Source records
BEGIN
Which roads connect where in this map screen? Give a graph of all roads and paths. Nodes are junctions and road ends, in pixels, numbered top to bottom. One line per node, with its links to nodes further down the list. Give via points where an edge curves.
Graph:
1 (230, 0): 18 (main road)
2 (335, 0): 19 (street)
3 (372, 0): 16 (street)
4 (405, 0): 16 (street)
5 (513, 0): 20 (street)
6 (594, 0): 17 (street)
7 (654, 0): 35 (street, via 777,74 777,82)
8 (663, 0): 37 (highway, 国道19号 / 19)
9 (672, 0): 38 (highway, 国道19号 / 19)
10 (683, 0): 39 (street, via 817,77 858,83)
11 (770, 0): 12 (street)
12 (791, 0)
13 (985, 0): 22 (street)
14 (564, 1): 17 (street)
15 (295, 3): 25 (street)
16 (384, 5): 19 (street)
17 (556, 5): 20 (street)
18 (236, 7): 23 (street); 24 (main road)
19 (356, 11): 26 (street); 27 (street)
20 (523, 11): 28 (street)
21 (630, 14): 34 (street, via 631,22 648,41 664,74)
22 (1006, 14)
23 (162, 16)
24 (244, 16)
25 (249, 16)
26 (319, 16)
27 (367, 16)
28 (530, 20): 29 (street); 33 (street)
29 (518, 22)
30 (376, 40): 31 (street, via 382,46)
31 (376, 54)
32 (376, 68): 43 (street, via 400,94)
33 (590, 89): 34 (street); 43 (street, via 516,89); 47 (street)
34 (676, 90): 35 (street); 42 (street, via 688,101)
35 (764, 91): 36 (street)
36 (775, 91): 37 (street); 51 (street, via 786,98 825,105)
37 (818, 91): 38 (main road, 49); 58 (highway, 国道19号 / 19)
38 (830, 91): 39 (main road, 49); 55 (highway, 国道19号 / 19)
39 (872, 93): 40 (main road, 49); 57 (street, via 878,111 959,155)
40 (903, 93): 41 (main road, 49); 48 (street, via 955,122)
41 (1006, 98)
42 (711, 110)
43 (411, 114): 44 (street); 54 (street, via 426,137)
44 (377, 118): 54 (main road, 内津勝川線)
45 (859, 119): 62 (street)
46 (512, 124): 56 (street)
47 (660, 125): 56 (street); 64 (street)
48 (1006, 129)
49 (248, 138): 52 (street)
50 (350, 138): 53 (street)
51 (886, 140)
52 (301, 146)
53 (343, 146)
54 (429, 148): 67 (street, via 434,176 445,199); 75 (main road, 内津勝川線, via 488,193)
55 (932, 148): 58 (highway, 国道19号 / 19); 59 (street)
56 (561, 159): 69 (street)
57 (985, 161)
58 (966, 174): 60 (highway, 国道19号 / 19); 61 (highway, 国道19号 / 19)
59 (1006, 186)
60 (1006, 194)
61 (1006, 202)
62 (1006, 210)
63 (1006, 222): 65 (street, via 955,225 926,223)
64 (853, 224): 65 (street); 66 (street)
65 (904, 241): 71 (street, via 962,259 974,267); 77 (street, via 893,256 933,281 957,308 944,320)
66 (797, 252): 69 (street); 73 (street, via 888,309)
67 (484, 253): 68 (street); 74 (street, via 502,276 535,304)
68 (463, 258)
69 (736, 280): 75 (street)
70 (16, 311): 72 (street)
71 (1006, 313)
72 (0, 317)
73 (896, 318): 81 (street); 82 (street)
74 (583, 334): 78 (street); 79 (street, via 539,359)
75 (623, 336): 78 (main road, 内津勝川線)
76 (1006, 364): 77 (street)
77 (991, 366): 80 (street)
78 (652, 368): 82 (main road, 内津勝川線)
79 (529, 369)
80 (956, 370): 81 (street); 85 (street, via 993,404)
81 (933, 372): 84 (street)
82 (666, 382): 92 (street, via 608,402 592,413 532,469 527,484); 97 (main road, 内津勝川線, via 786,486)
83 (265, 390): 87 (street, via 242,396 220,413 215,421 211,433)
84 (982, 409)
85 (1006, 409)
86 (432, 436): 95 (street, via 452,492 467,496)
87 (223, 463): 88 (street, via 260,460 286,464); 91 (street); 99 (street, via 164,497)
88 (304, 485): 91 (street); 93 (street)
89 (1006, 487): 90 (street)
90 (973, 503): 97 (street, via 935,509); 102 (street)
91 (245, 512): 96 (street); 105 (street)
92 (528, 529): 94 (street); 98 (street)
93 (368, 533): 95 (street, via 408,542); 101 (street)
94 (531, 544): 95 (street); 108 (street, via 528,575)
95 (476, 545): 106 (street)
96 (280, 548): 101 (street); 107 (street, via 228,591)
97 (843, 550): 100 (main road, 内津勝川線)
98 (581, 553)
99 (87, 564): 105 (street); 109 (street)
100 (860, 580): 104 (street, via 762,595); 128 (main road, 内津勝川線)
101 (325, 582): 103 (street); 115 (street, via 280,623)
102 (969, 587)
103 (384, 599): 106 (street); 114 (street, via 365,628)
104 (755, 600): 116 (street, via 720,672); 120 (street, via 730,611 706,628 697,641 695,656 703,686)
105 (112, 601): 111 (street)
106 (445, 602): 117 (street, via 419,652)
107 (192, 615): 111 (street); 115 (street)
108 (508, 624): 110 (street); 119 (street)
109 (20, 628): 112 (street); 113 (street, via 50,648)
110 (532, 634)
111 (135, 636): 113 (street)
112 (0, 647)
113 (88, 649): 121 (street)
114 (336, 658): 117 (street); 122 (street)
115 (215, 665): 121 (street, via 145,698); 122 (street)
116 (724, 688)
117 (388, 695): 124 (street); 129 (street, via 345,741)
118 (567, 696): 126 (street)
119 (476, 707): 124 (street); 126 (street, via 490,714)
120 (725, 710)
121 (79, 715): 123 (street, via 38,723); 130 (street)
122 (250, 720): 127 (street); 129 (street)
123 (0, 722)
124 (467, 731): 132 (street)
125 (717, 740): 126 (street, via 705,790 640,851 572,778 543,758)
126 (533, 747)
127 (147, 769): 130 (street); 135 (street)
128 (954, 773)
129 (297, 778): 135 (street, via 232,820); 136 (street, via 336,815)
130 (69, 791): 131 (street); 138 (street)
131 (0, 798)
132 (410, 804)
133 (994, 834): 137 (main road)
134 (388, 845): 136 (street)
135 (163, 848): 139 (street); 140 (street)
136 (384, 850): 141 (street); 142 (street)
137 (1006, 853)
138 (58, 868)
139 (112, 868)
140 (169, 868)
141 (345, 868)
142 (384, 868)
END
● **Exercise requirements**
Copy out each line of the records that holds the string "highway".

● **Task solution**
8 (663, 0): 37 (highway, 国道19号 / 19)
9 (672, 0): 38 (highway, 国道19号 / 19)
37 (818, 91): 38 (main road, 49); 58 (highway, 国道19号 / 19)
38 (830, 91): 39 (main road, 49); 55 (highway, 国道19号 / 19)
55 (932, 148): 58 (highway, 国道19号 / 19); 59 (street)
58 (966, 174): 60 (highway, 国道19号 / 19); 61 (highway, 国道19号 / 19)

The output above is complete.